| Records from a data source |
↓

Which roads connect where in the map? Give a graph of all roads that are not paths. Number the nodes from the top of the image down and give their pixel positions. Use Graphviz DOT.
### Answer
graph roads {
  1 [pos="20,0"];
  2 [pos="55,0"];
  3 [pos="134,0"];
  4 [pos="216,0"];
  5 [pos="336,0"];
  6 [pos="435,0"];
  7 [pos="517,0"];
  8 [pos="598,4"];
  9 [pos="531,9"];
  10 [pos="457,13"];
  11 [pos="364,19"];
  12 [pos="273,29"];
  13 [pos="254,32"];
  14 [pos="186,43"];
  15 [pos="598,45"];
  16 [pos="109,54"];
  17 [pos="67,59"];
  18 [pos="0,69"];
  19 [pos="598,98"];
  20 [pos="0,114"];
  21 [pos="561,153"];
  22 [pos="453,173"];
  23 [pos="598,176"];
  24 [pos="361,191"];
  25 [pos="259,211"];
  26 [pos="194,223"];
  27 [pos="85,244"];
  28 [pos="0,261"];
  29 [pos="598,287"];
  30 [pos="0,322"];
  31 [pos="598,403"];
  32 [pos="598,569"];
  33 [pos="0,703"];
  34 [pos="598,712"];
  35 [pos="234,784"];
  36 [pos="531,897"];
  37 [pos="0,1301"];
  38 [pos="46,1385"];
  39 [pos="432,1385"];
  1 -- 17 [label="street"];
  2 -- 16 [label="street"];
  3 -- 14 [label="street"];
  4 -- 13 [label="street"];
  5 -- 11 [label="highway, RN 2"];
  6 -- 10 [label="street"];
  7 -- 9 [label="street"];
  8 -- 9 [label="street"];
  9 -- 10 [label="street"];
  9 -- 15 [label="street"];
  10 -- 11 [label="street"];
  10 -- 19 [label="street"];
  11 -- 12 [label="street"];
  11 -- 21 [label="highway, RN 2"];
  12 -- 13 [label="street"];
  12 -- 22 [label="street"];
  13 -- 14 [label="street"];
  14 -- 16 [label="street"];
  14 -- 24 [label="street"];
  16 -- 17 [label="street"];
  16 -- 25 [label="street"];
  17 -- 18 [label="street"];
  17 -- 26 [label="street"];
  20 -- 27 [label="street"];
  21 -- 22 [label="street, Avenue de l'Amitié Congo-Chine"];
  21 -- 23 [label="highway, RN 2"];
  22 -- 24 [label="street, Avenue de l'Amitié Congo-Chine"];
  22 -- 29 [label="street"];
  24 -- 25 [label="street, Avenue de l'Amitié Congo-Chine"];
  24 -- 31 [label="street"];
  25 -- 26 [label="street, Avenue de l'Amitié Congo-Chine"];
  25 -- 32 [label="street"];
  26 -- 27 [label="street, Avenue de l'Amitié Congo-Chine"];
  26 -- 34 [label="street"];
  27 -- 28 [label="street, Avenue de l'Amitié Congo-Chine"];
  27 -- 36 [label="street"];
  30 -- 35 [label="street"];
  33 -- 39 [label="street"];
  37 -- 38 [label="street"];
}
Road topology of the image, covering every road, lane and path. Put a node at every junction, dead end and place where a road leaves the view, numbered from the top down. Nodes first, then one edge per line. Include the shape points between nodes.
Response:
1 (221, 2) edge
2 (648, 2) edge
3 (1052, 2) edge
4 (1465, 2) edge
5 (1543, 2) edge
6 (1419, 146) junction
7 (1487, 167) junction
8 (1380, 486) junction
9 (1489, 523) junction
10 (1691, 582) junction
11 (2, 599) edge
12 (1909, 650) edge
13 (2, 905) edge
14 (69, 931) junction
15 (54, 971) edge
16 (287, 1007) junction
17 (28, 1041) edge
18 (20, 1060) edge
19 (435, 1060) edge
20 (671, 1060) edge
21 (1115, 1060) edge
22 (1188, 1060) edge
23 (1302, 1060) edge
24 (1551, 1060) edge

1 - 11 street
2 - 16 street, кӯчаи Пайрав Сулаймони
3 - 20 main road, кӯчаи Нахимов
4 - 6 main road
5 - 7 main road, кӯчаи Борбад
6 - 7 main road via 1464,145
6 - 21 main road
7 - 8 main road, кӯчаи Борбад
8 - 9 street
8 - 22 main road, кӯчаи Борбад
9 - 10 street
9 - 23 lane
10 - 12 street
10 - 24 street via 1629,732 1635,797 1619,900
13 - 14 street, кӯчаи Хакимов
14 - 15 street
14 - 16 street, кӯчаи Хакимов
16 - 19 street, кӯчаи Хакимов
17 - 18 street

↑
↓

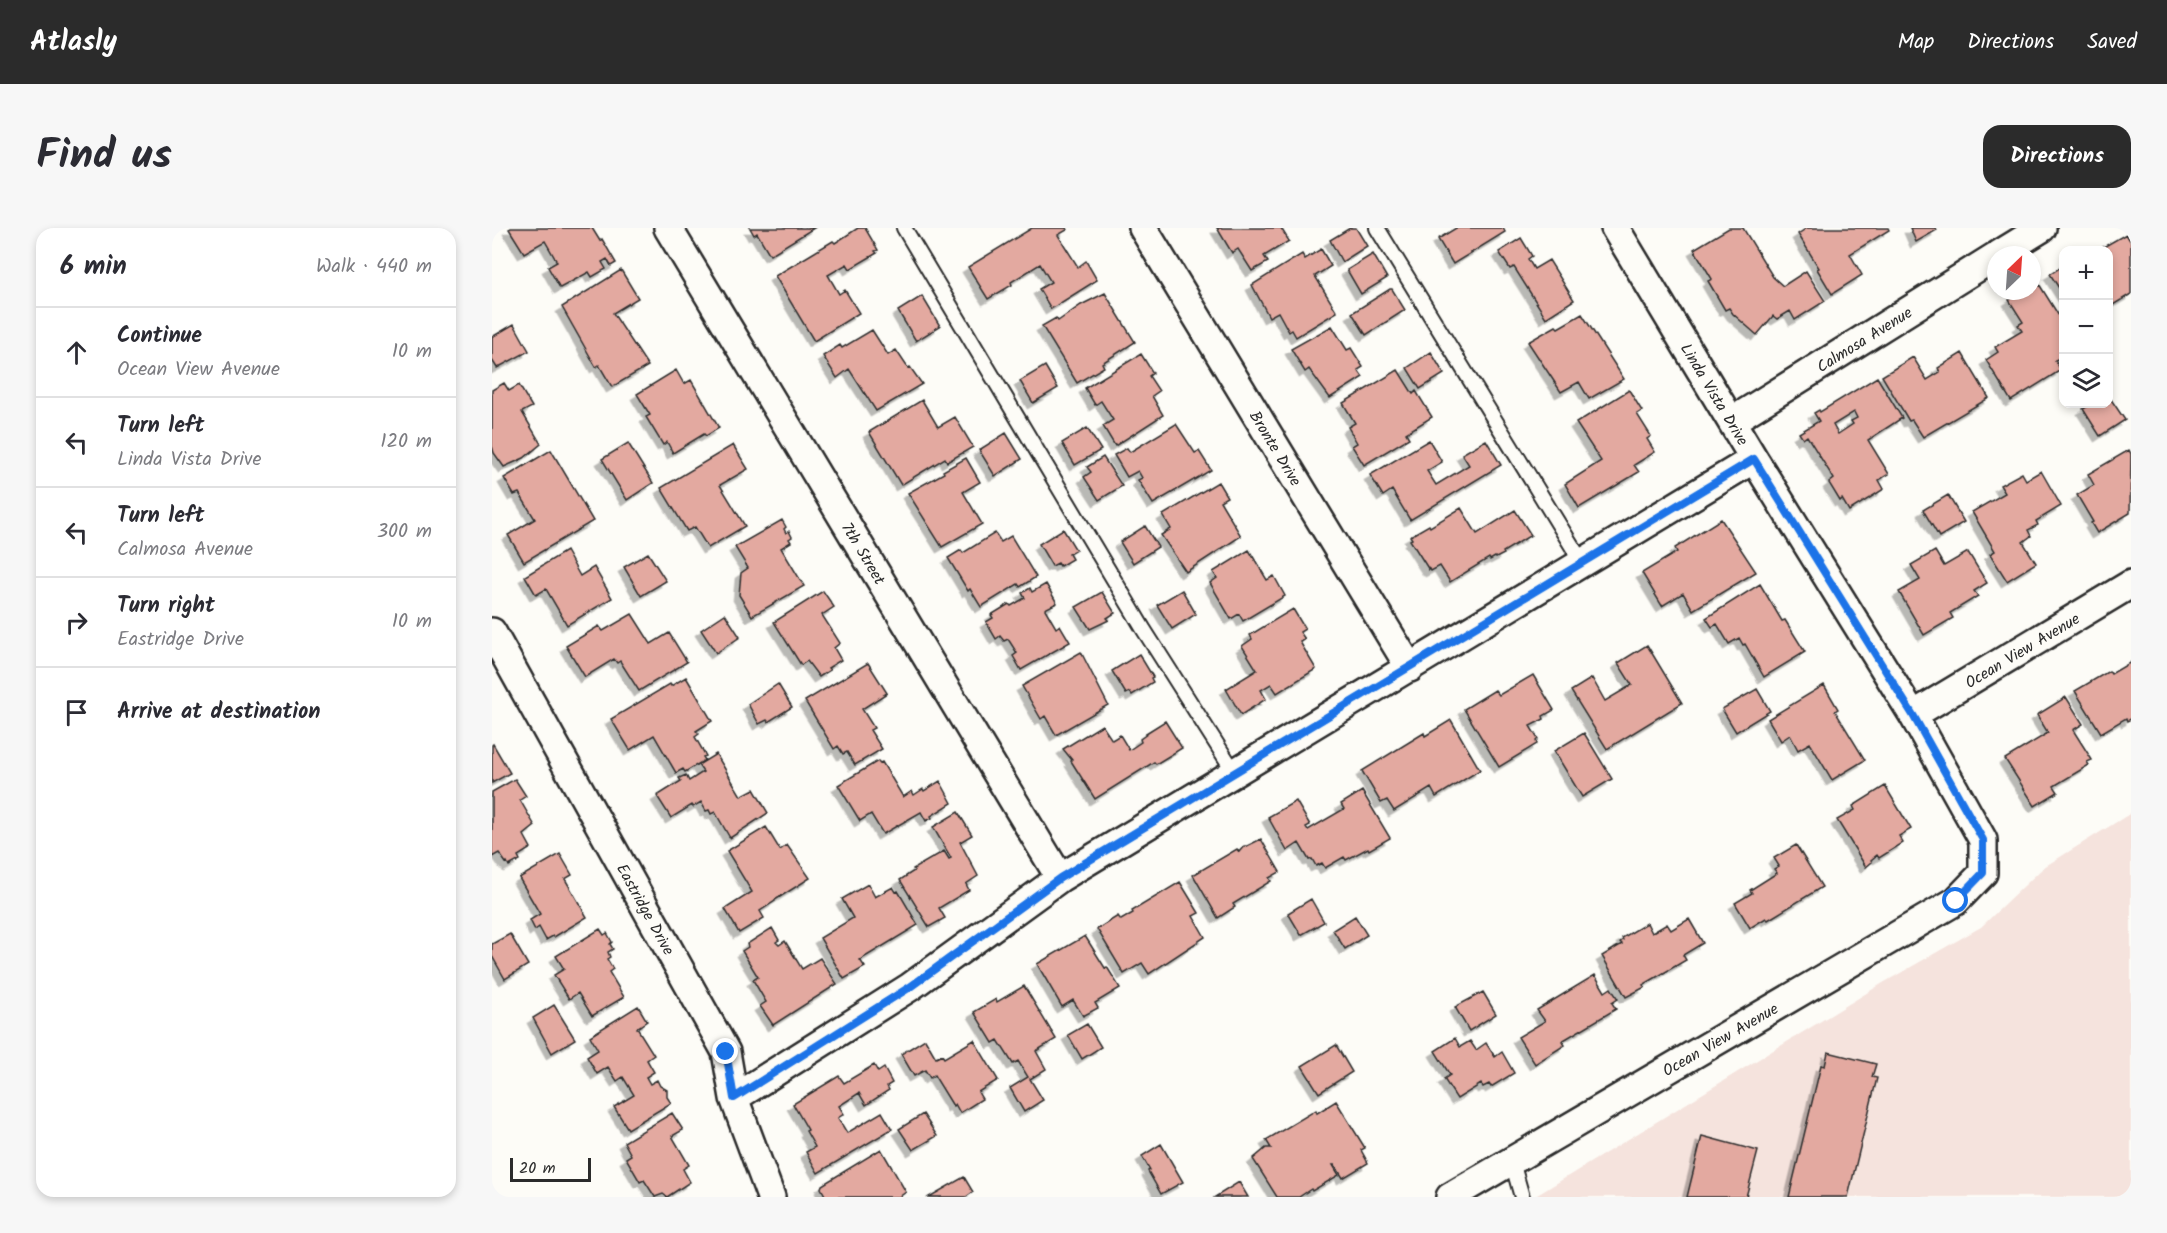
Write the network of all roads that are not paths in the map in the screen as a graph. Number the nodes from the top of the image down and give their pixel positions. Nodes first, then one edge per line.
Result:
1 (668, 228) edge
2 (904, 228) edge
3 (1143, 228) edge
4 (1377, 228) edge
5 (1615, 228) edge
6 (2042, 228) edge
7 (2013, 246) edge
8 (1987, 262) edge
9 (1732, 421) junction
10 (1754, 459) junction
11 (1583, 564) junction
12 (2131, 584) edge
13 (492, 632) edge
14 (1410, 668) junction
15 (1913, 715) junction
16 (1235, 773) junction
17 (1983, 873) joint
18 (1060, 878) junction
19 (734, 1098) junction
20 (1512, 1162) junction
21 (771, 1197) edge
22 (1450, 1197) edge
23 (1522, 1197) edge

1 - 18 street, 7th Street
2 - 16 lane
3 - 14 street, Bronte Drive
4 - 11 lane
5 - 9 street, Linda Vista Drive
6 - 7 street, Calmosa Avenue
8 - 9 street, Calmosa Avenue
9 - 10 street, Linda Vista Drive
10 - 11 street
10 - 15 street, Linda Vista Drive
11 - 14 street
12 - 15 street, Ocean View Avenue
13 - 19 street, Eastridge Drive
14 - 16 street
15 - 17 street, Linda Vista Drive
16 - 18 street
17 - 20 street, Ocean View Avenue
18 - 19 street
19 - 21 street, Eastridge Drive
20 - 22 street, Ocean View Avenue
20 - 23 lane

↑

| Your task |
Each line in the data that holds the word "pixel" must be copied.

| Response to this task |
Which roads connect where in the map? Give a graph of all roads that are not paths. Number the nodes from the top of the image down and give their pixel positions. Use Graphviz DOT.
Write the network of all roads that are not paths in the map in the screen as a graph. Number the nodes from the top of the image down and give their pixel positions. Nodes first, then one edge per line.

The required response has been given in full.